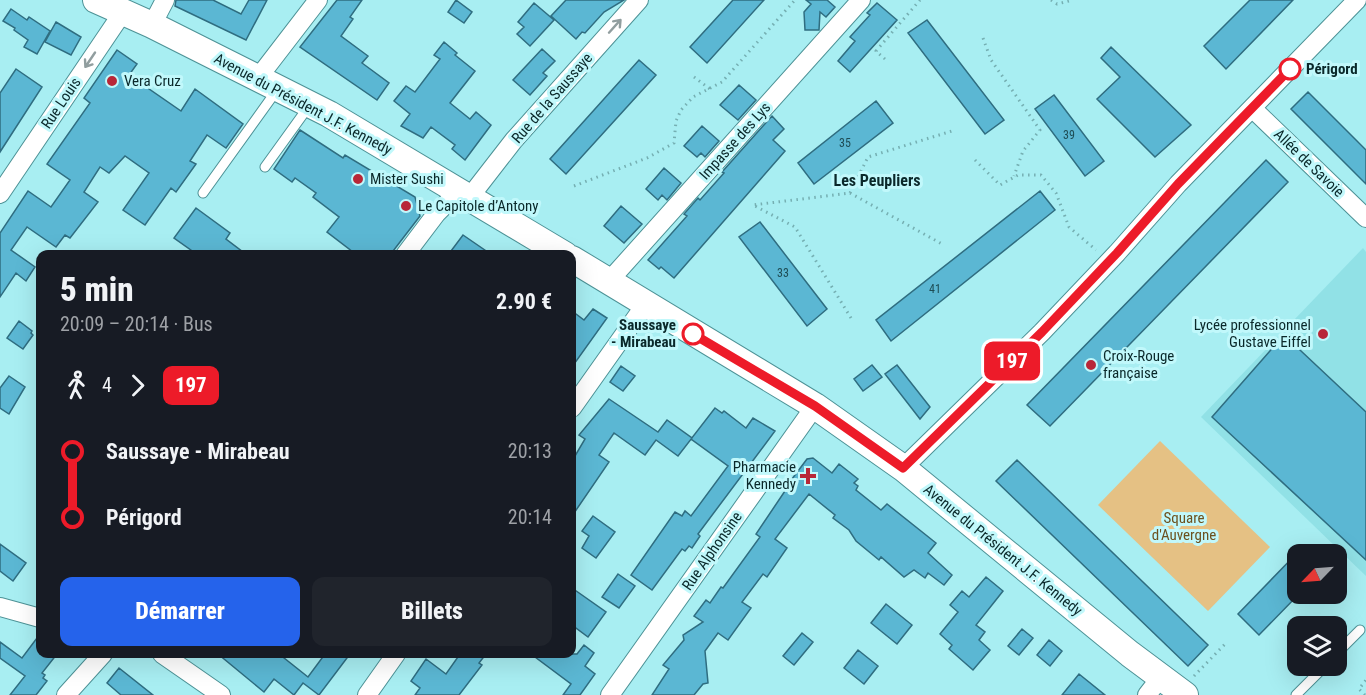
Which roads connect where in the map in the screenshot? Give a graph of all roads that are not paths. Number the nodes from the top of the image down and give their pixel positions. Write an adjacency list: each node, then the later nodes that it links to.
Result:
1 (96, 0): 7 (street, Avenue du Président J.F. Kennedy)
2 (165, 0): 8 (street)
3 (318, 0): 9 (street)
4 (639, 0): 15 (street, Rue de la Saussaye, one-way to 4)
5 (861, 0): 20 (street, Impasse des Lys)
6 (1357, 0): 11 (street)
7 (123, 12): 8 (street, Avenue du Président J.F. Kennedy); 14 (street, Rue Louis, one-way to 14)
8 (152, 25): 9 (street, Avenue du Président J.F. Kennedy)
9 (269, 83): 10 (street, Avenue du Président J.F. Kennedy); 13 (lane)
10 (310, 104): 12 (lane); 15 (street, Avenue du Président J.F. Kennedy)
11 (1252, 108): 16 (street, Allée de Savoie); 24 (street)
12 (265, 166)
13 (203, 193)
14 (0, 194)
15 (464, 195): 17 (street, Rue de la Saussaye); 18 (street, Avenue du Président J.F. Kennedy)
16 (1366, 218)
17 (409, 250)
18 (557, 250)
19 (576, 261): 20 (street, Avenue du Président J.F. Kennedy)
20 (609, 281): 21 (street, Avenue du Président J.F. Kennedy)
21 (645, 305): 22 (street); 23 (street, Avenue du Président J.F. Kennedy)
22 (576, 402)
23 (815, 406): 24 (street, Avenue du Président J.F. Kennedy); 38 (street, Rue Alphonsine)
24 (903, 468): 33 (street, Avenue du Président J.F. Kennedy)
25 (0, 608): 26 (street)
26 (36, 617)
27 (1360, 630): 28 (lane)
28 (1347, 643)
29 (99, 658): 35 (street)
30 (168, 658): 36 (street)
31 (393, 658): 37 (street)
32 (1315, 676): 39 (lane)
33 (1154, 686): 34 (street, Avenue du Président J.F. Kennedy)
34 (1188, 687)
35 (66, 695)
36 (220, 695)
37 (367, 695)
38 (610, 695)
39 (1296, 695)

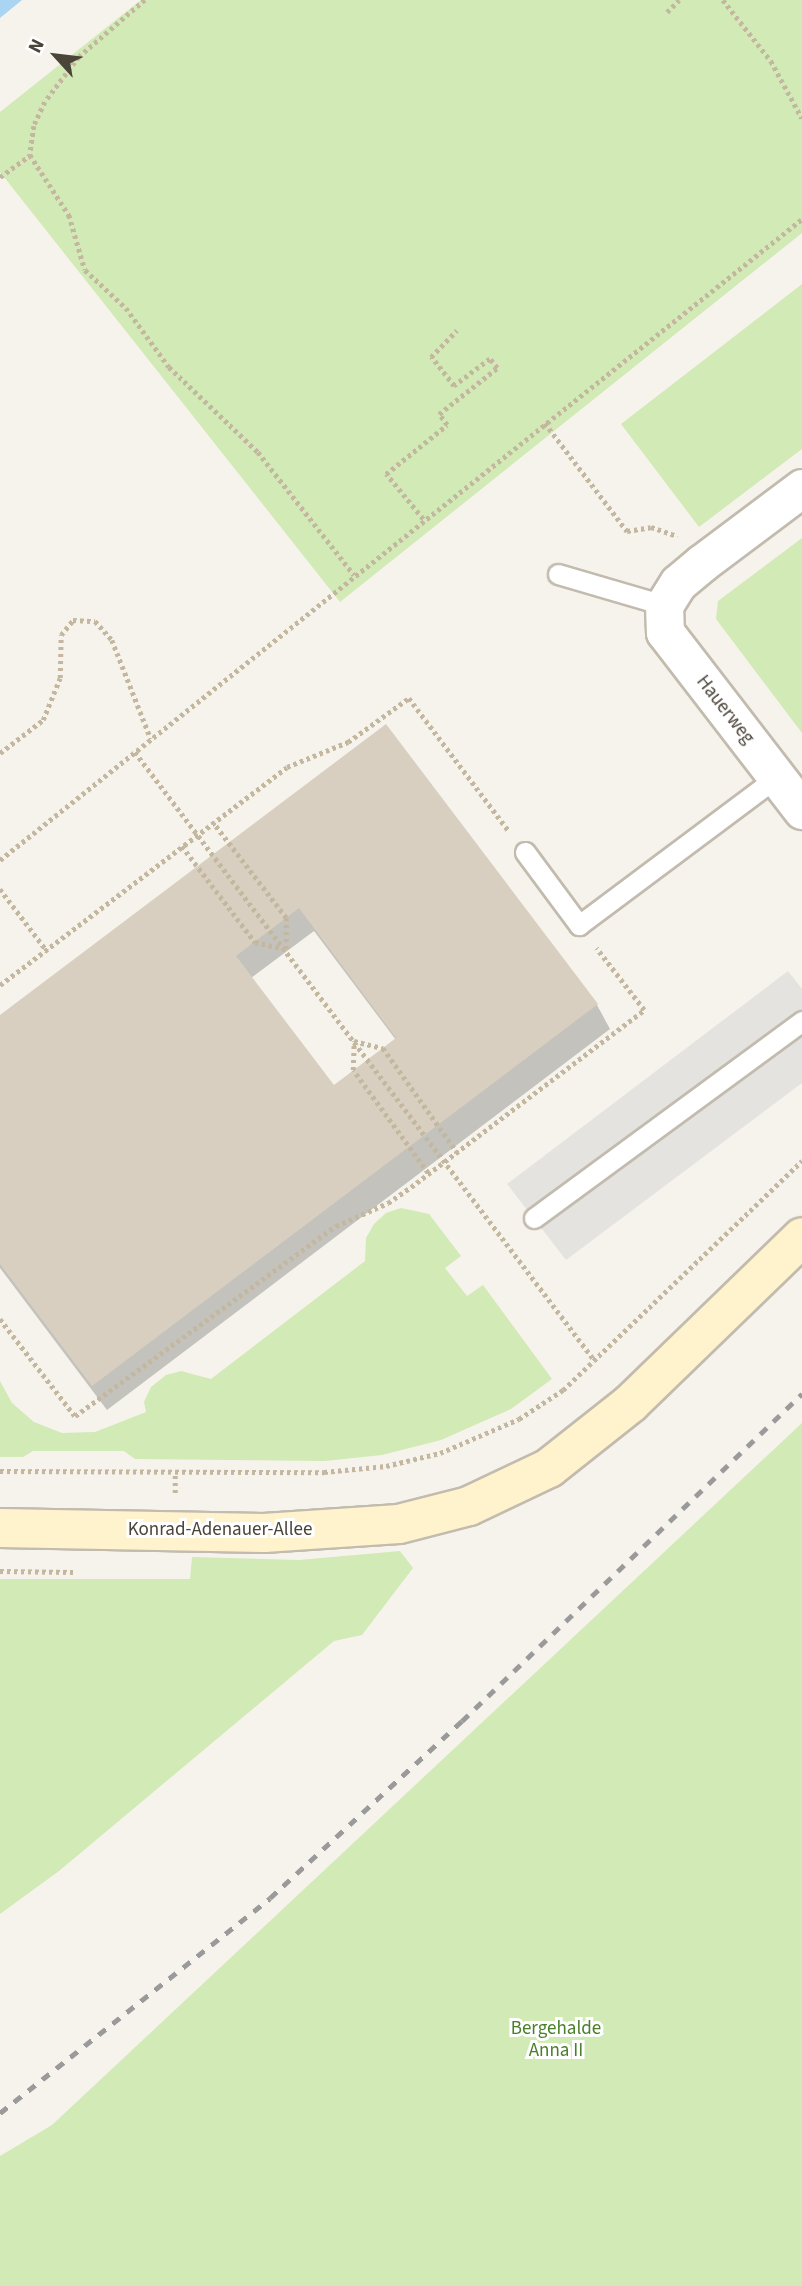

····················

(What is needed): Please copy out each line in the entries that mentions the string "Saussaye".

(Problem solution):
4 (639, 0): 15 (street, Rue de la Saussaye, one-way to 4)
15 (464, 195): 17 (street, Rue de la Saussaye); 18 (street, Avenue du Président J.F. Kennedy)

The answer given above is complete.